Para todos os manos, doses extras de amor, carinho e chamego. Muito chamego.

Foram dias e noites de muita febre, choros, dengues, afagos. Mas, como tudo nesta vida, um belo dia, passou. A paz voltou a reinar no meu coração, pois meus Moleques voltaram a brincar, a sorrir e estavam TODOS juntos novamente.

Neste período, para completar, a Tia Solange (a pessoa que cuidava da casa e auxiliava com os meninos) também ficou doente. E aí se foram mais de 15 dias até que ela disse não ter mais condições de continuar trabalhando.

Eu, que havia tirado 10 dias de férias para poder terminar de organizar a festa dos meninos e curtir a abertura dos presentes com eles, acabei espichando as férias para mais de 30 dias. Sem festa. Sem presentes.

E voltei a trabalhar com o coração na mão. Felizmente o local onde trabalho tem pessoas compreensivas, amigas e dispostas a ajudar.  MUITO OBRIGADA a todos da Banricoop. Chefes, colegas, colaboradores. Todos. O auxílio e a compreensão de vocês foram fundamentais para a retomada do equilíbrio em minhas vidas.

A situação ainda não está redonda, porém está bem mais confortável agora.

Eis um “resumão” do que aconteceu nos últimos dias e que tenta justificar um pouco da minha ausência. Vou tentar colocar o Blog em dia, pois os meninos estão numa fase ótima, em que todos os dias há novidades.

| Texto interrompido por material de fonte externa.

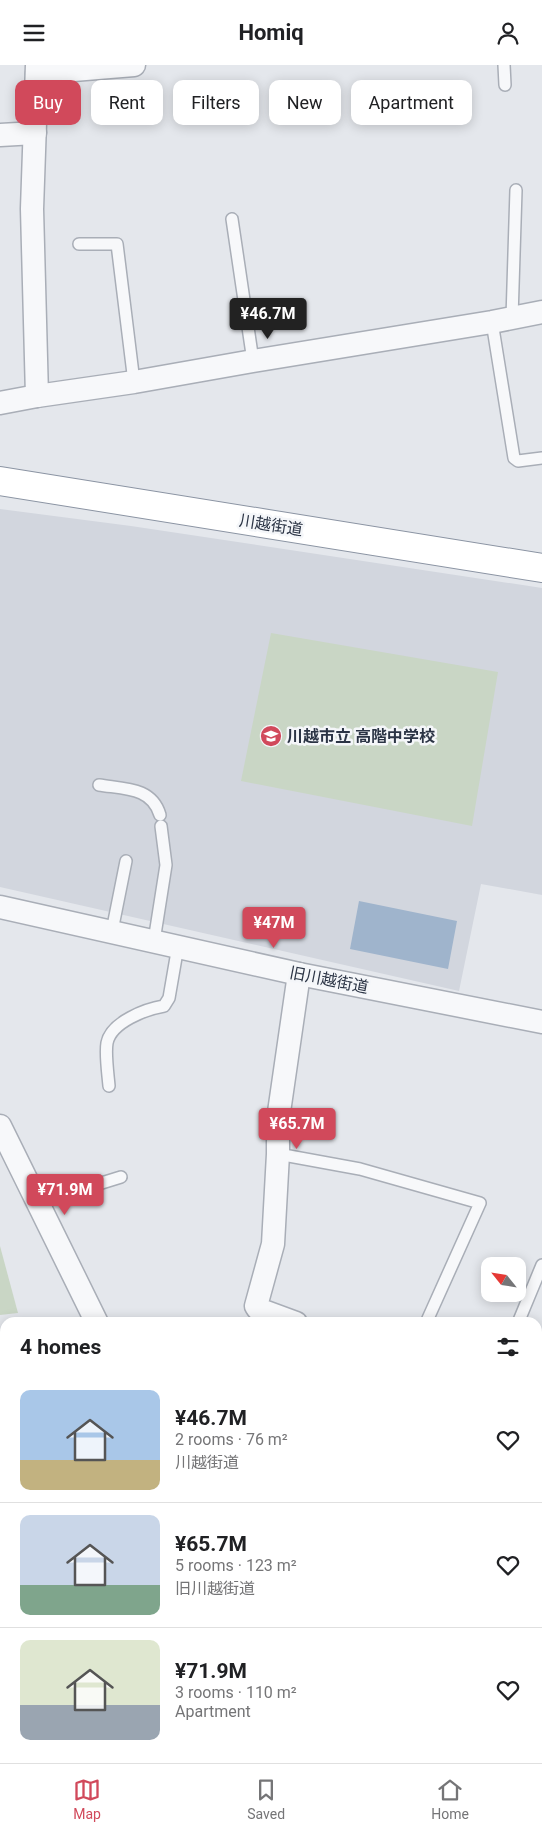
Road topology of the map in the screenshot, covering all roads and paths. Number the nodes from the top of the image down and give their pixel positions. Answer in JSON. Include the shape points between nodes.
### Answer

Em breve, voltarei com as últimas dos Moleques e fotos atualizadas.

Primeiro Resfriado

14/06/2010

Também mantido para fins de registro.

 Com este tempo louco, os meninos se resfriaram pela primeira vez, começou pelo Gabriel e logo depois o Lucas e o Arthur, com uma leve febre e coriza, mas graças a Deus não passou disso.

Estão um pouco congestionados, principalmente à noite, e com isso as noites não tem sido muito calmas, mas faz parte, o importante é que eles melhorem. O sono a gente deixa pra lá, com um sorriso de cada um dos moleques re-carregamos a bateria e seguimos em frente.

Febrinha

26/10/2009

Na sexta, dia 23.10, levamos os Moleques para tomar vacina. Não deu outra, no sábado, todo mundo com febre. O Lucas e o Arthur, quase nada, mas o Gabriel, 38,5º C.

Meu pequeno estava amoladinho, farol baixo. Coloquei no colo para verificar a temperatura e ele se aninhou no meu peito, me olhando como que a me dizer: Ufa! era disso mesmo que eu estava precisando! Dei o remedinho e permaneci com ele no meu colo mais um tempo. A sensação que tive era de que minha presença, muito mais do que o remédio, era o que o Gabriel precisava.

Esta foi a primeira febre dos Moleques desde que os trouxe para casa (não sei dizer ao certo se tiveram febre no hospital, mas acredito que não). Com ela eu descobri que mãe pode sim ter um filho preferido. E ele sempre será o que mais precisar dela no momento.

Felizmente não foi nada de grave e em seguida a febre já havia cedido e pudemos aproveitar o resto do sábado.